[RECORDS FOR THE EXERCISE]
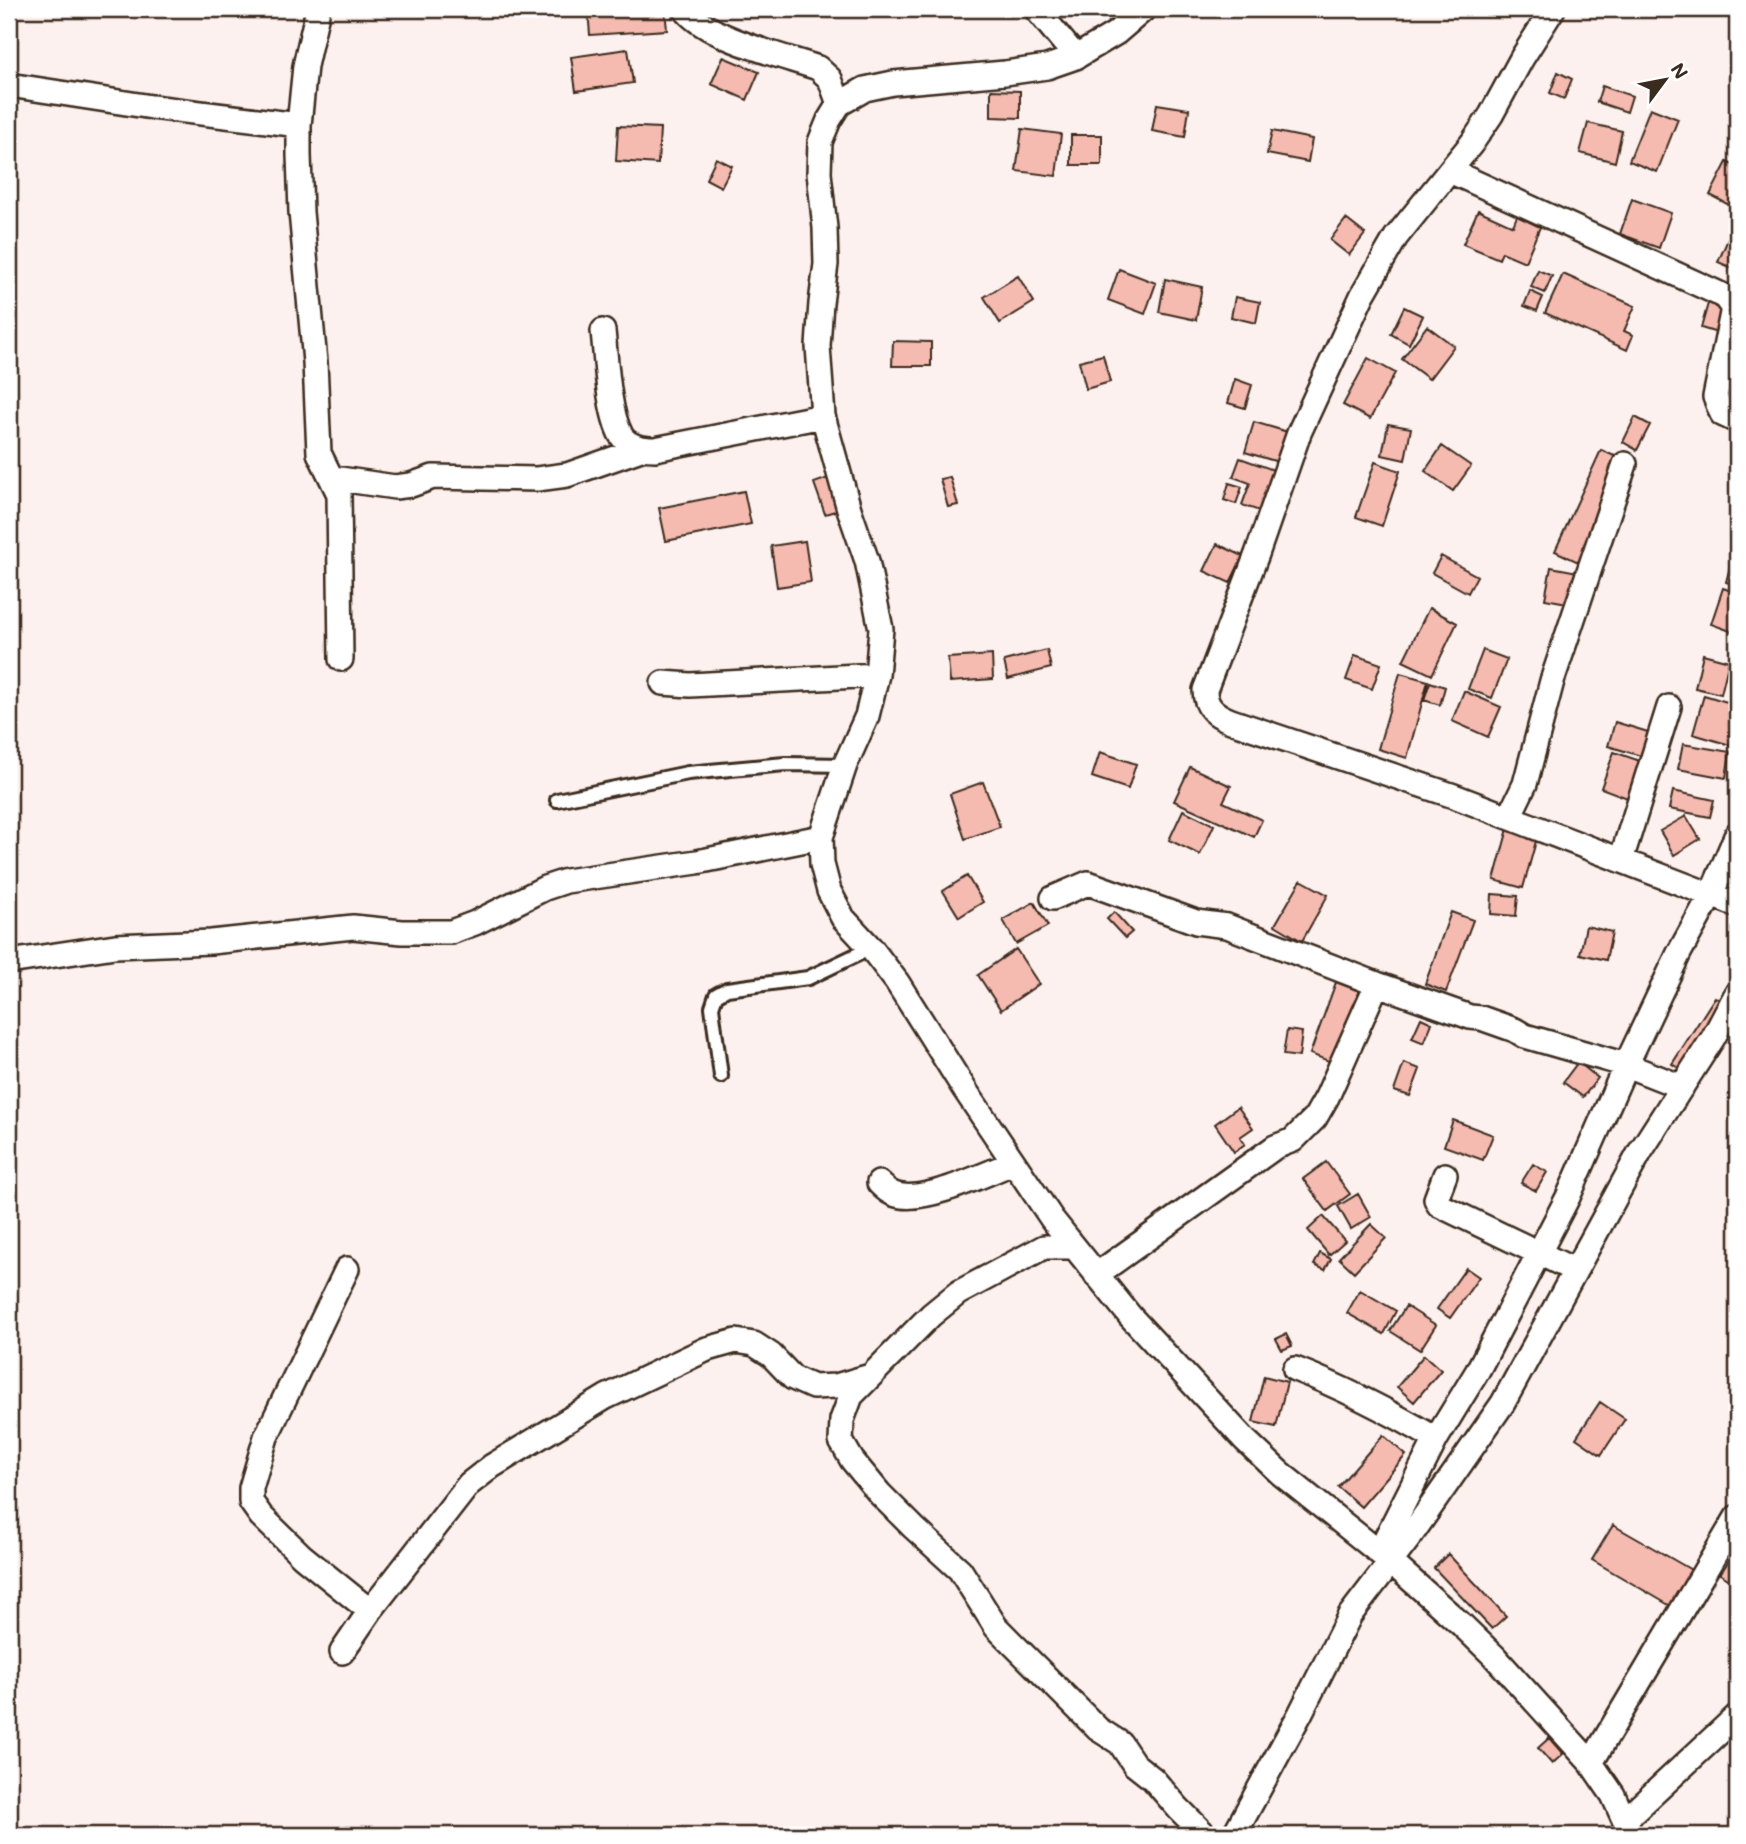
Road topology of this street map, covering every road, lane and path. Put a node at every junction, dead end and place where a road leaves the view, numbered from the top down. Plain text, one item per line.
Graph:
1 (318, 9) edge
2 (685, 9) edge
3 (1036, 9) edge
4 (1144, 9) edge
5 (1553, 9) edge
6 (1076, 57) junction
7 (9, 85) edge
8 (839, 104) junction
9 (299, 125) junction
10 (1450, 171) junction
11 (603, 331) dead end
12 (822, 416) junction
13 (1737, 421) edge
14 (641, 449) junction
15 (1625, 464) dead end
16 (333, 478) junction
17 (341, 659) dead end
18 (877, 676) junction
19 (663, 683) dead end
20 (1669, 707) dead end
21 (845, 765) junction
22 (557, 800) dead end
23 (1509, 817) junction
24 (1737, 834) edge
25 (821, 837) junction
26 (1621, 860) junction
27 (1711, 895) junction
28 (1054, 898) dead end
29 (1737, 905) edge
30 (871, 948) junction
31 (9, 962) edge
32 (1377, 984) junction
33 (1737, 993) edge
34 (1626, 1065) junction
35 (721, 1076) dead end
36 (1682, 1087) junction
37 (1013, 1163) junction
38 (1445, 1175) dead end
39 (879, 1183) dead end
40 (1052, 1219) junction
41 (1044, 1247) junction
42 (1073, 1247) junction
43 (1539, 1253) junction
44 (347, 1269) dead end
45 (1574, 1270) junction
46 (1096, 1275) junction
47 (1294, 1369) dead end
48 (868, 1377) junction
49 (1436, 1439) junction
50 (1737, 1517) edge
51 (1385, 1557) junction
52 (370, 1611) junction
53 (342, 1652) dead end
54 (1737, 1716) edge
55 (1591, 1763) junction
56 (1628, 1828) edge
57 (1236, 1831) edge
58 (1204, 1834) edge

1 - 9 street
2 - 8 street
3 - 6 street
4 - 6 street
5 - 10 street
6 - 8 street
7 - 9 street
8 - 12 street
9 - 16 street
10 - 13 street
10 - 23 street
11 - 14 street
12 - 14 street
12 - 18 street
14 - 16 street
15 - 23 street
16 - 17 street
18 - 19 street
18 - 21 street
20 - 26 street
21 - 22 lane
21 - 25 street
23 - 26 street
24 - 27 street
25 - 30 street
25 - 31 street
26 - 27 street
27 - 29 street
27 - 34 street
28 - 32 street
30 - 35 lane
30 - 37 street
32 - 34 street
32 - 46 street
33 - 36 street
34 - 36 street
34 - 43 street
36 - 45 street
37 - 39 street
37 - 40 street
38 - 43 street
40 - 41 street
40 - 42 street
41 - 42 street
41 - 48 street
42 - 46 street
43 - 45 street
43 - 49 street
44 - 52 street
45 - 51 street
46 - 51 street
47 - 49 street
48 - 52 street
48 - 58 street
49 - 51 street
50 - 55 street
51 - 55 street
51 - 57 street
52 - 53 street
54 - 56 street
55 - 56 street
57 - 58 street

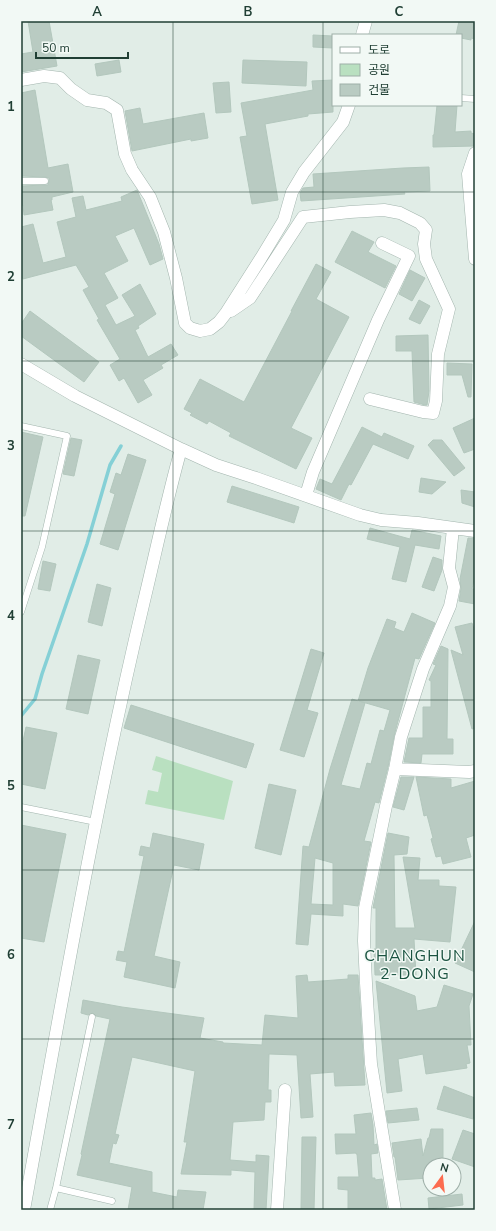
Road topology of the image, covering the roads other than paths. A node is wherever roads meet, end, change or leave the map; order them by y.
1 (366, 21) edge
2 (362, 34) edge
3 (21, 80) edge
4 (462, 98) edge
5 (475, 99) edge
6 (349, 106) edge
7 (475, 153) edge
8 (21, 181) edge
9 (45, 181) dead end
10 (382, 243) dead end
11 (475, 259) edge
12 (226, 313) junction
13 (21, 364) edge
14 (370, 399) dead end
15 (21, 426) edge
16 (181, 449) junction
17 (306, 495) junction
18 (453, 528) junction
19 (475, 531) edge
20 (21, 612) edge
21 (395, 769) junction
22 (475, 771) edge
23 (21, 807) edge
24 (96, 822) junction
25 (92, 1017) dead end
26 (285, 1090) dead end
27 (56, 1188) junction
28 (112, 1201) dead end
29 (24, 1210) edge
30 (50, 1210) edge
31 (277, 1210) edge
32 (395, 1210) edge

1 - 2 street
3 - 12 street
4 - 5 lane
6 - 12 street
7 - 11 street
8 - 9 lane
10 - 17 street
12 - 14 street
13 - 16 street
15 - 20 lane
16 - 17 street
16 - 24 street
17 - 18 street
18 - 19 street
18 - 21 street
21 - 22 street
21 - 32 street
23 - 24 lane
24 - 29 street
25 - 27 lane
26 - 31 street
27 - 28 lane
27 - 30 lane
[/RECORDS FOR THE EXERCISE]
■ **TASK**:
Scan the records above for the word "lane". Show each line in which it appears.

■ **TASK RESULT**:
Road topology of this street map, covering every road, lane and path. Put a node at every junction, dead end and place where a road leaves the view, numbered from the top down. Plain text, one item per line.
21 - 22 lane
30 - 35 lane
4 - 5 lane
8 - 9 lane
15 - 20 lane
23 - 24 lane
25 - 27 lane
27 - 28 lane
27 - 30 lane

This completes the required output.